▶ _Assignment_
Since the copy must hold text only, transcribe the data below exactly and omit the images.

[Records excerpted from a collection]
****************************************

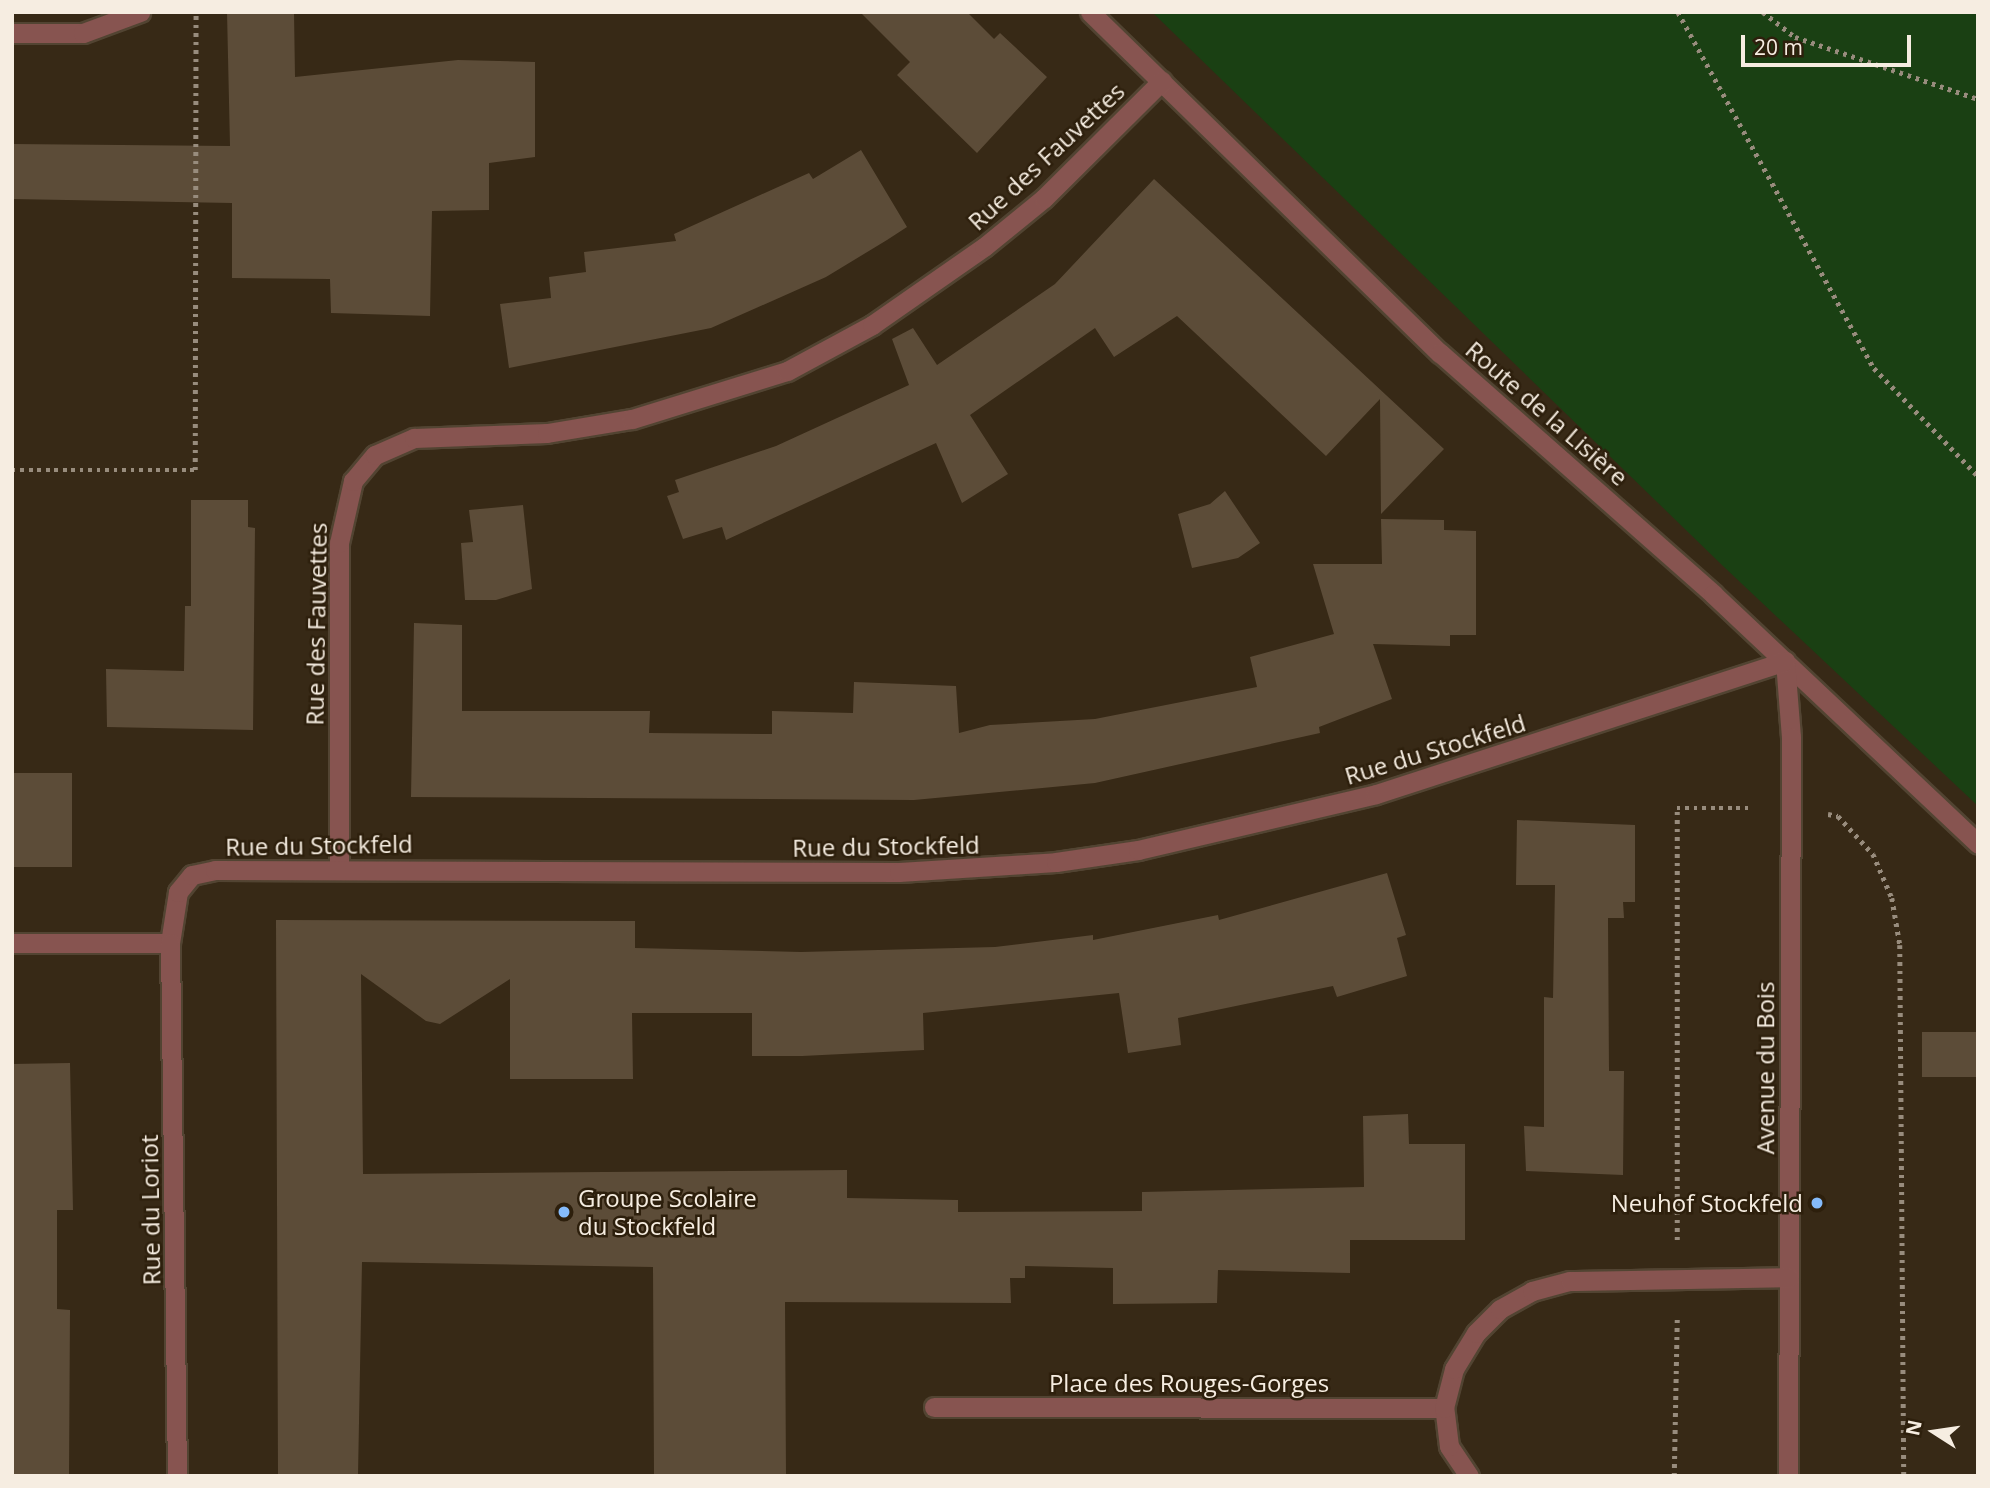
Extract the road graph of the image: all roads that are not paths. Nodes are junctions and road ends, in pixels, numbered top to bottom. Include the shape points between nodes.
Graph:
1 (141, 12) edge
2 (1090, 12) edge
3 (12, 33) edge
4 (1162, 80) junction
5 (1785, 661) junction
6 (1978, 844) edge
7 (339, 866) junction
8 (12, 943) edge
9 (170, 943) junction
10 (1789, 1276) junction
11 (934, 1407) dead end
12 (1444, 1408) junction
13 (177, 1476) edge
14 (1469, 1476) edge
15 (1788, 1476) edge

1 - 3 street via 83,33
2 - 4 street, Route de la Lisière
4 - 5 street, Route de la Lisière via 1440,353
4 - 7 street, Rue des Fauvettes via 1044,198 984,247 872,325 787,371 632,419 547,433 414,438 375,455 353,481 339,543
5 - 6 street, Route de la Lisière
5 - 7 street, Rue du Stockfeld via 1376,794 1254,827 1056,862 899,872
5 - 10 street, Avenue du Bois via 1791,737
7 - 9 street, Rue du Stockfeld via 192,875 178,892
8 - 9 street
9 - 13 street, Rue du Loriot
10 - 12 street via 1570,1281 1532,1291 1500,1309 1476,1333 1454,1369
10 - 15 street, Avenue du Bois
11 - 12 street, Place des Rouges-Gorges
12 - 14 street via 1449,1446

****************************************

▶ _Result for this exercise_
Extract the road graph of the image: all roads that are not paths. Nodes are junctions and road ends, in pixels, numbered top to bottom. Include the shape points between nodes.
Graph:
1 (141, 12) edge
2 (1090, 12) edge
3 (12, 33) edge
4 (1162, 80) junction
5 (1785, 661) junction
6 (1978, 844) edge
7 (339, 866) junction
8 (12, 943) edge
9 (170, 943) junction
10 (1789, 1276) junction
11 (934, 1407) dead end
12 (1444, 1408) junction
13 (177, 1476) edge
14 (1469, 1476) edge
15 (1788, 1476) edge

1 - 3 street via 83,33
2 - 4 street, Route de la Lisière
4 - 5 street, Route de la Lisière via 1440,353
4 - 7 street, Rue des Fauvettes via 1044,198 984,247 872,325 787,371 632,419 547,433 414,438 375,455 353,481 339,543
5 - 6 street, Route de la Lisière
5 - 7 street, Rue du Stockfeld via 1376,794 1254,827 1056,862 899,872
5 - 10 street, Avenue du Bois via 1791,737
7 - 9 street, Rue du Stockfeld via 192,875 178,892
8 - 9 street
9 - 13 street, Rue du Loriot
10 - 12 street via 1570,1281 1532,1291 1500,1309 1476,1333 1454,1369
10 - 15 street, Avenue du Bois
11 - 12 street, Place des Rouges-Gorges
12 - 14 street via 1449,1446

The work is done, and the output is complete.